# WHAT IS EXPECTED
Where does the word "roads" show up in the records? Copy every line that holds it.

# INPUT MATERIAL
=== Begin Enclosure ===

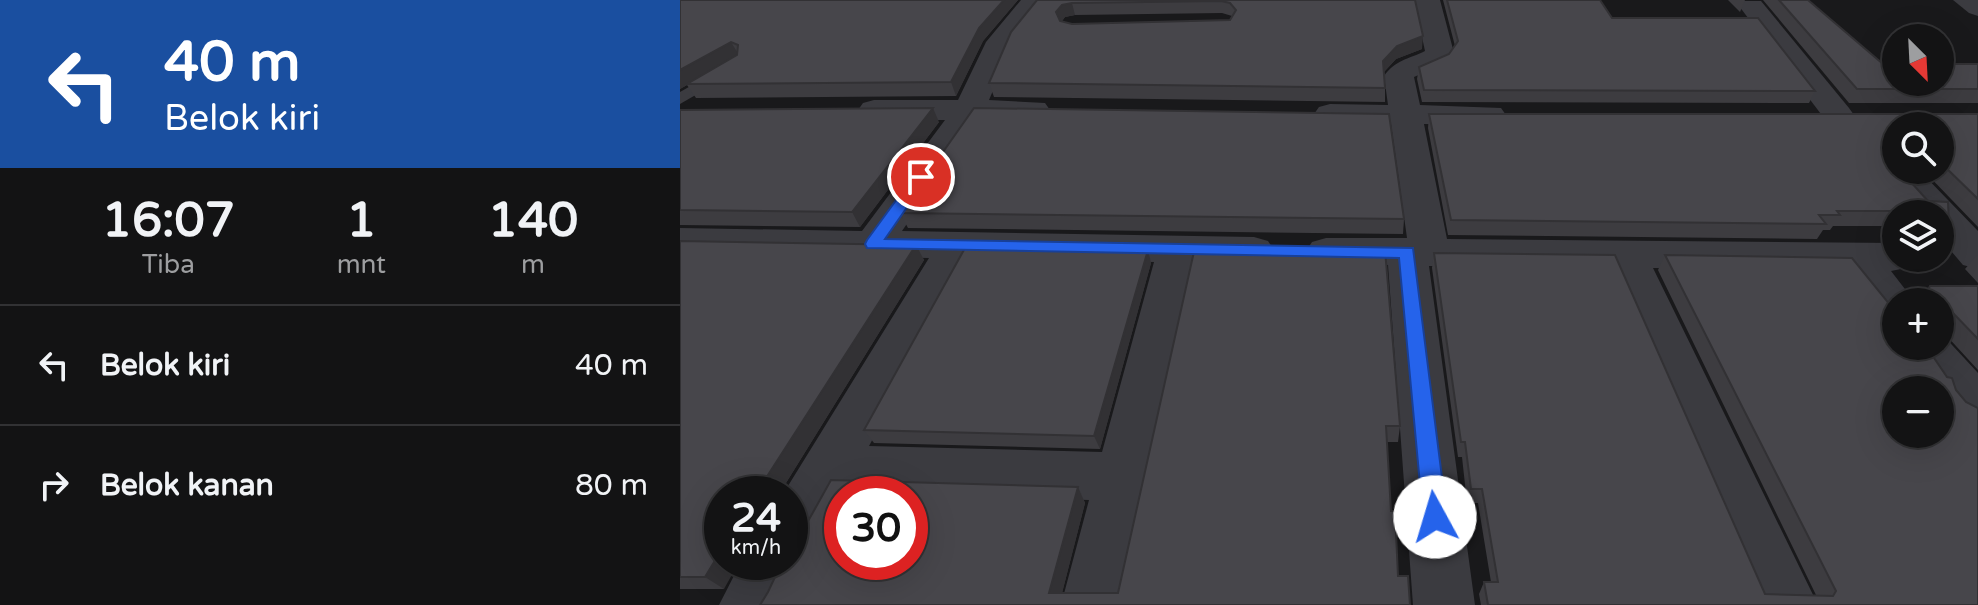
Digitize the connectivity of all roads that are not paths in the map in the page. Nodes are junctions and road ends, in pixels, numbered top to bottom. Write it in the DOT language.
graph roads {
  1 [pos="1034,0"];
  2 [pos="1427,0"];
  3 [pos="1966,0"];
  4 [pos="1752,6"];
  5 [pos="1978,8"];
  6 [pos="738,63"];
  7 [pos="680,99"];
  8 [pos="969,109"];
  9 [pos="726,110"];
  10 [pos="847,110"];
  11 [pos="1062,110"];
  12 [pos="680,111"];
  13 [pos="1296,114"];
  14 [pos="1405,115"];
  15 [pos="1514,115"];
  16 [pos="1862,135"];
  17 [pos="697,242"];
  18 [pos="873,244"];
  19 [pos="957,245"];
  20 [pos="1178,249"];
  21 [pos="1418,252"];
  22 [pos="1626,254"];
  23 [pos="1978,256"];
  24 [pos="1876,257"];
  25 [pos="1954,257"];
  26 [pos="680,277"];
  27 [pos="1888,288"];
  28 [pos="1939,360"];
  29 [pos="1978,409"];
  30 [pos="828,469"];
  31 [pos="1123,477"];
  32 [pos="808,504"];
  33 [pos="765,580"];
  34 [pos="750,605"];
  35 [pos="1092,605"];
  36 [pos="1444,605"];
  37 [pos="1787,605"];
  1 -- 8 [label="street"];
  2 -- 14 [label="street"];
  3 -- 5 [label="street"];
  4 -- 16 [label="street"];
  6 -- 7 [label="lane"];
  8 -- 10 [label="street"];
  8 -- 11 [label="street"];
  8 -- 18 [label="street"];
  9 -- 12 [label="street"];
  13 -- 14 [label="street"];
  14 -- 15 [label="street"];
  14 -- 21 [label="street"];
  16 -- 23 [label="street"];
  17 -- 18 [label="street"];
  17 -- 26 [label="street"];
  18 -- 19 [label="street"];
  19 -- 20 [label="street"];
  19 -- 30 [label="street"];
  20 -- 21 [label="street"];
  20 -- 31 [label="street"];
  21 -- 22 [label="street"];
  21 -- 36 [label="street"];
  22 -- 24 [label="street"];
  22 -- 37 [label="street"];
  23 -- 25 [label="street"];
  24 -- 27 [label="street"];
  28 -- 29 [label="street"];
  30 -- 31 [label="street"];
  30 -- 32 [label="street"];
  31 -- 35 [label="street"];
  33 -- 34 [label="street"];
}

=== End Enclosure ===

# SOLUTION BELOW
Digitize the connectivity of all roads that are not paths in the map in the page. Nodes are junctions and road ends, in pixels, numbered top to bottom. Write it in the DOT language.
graph roads {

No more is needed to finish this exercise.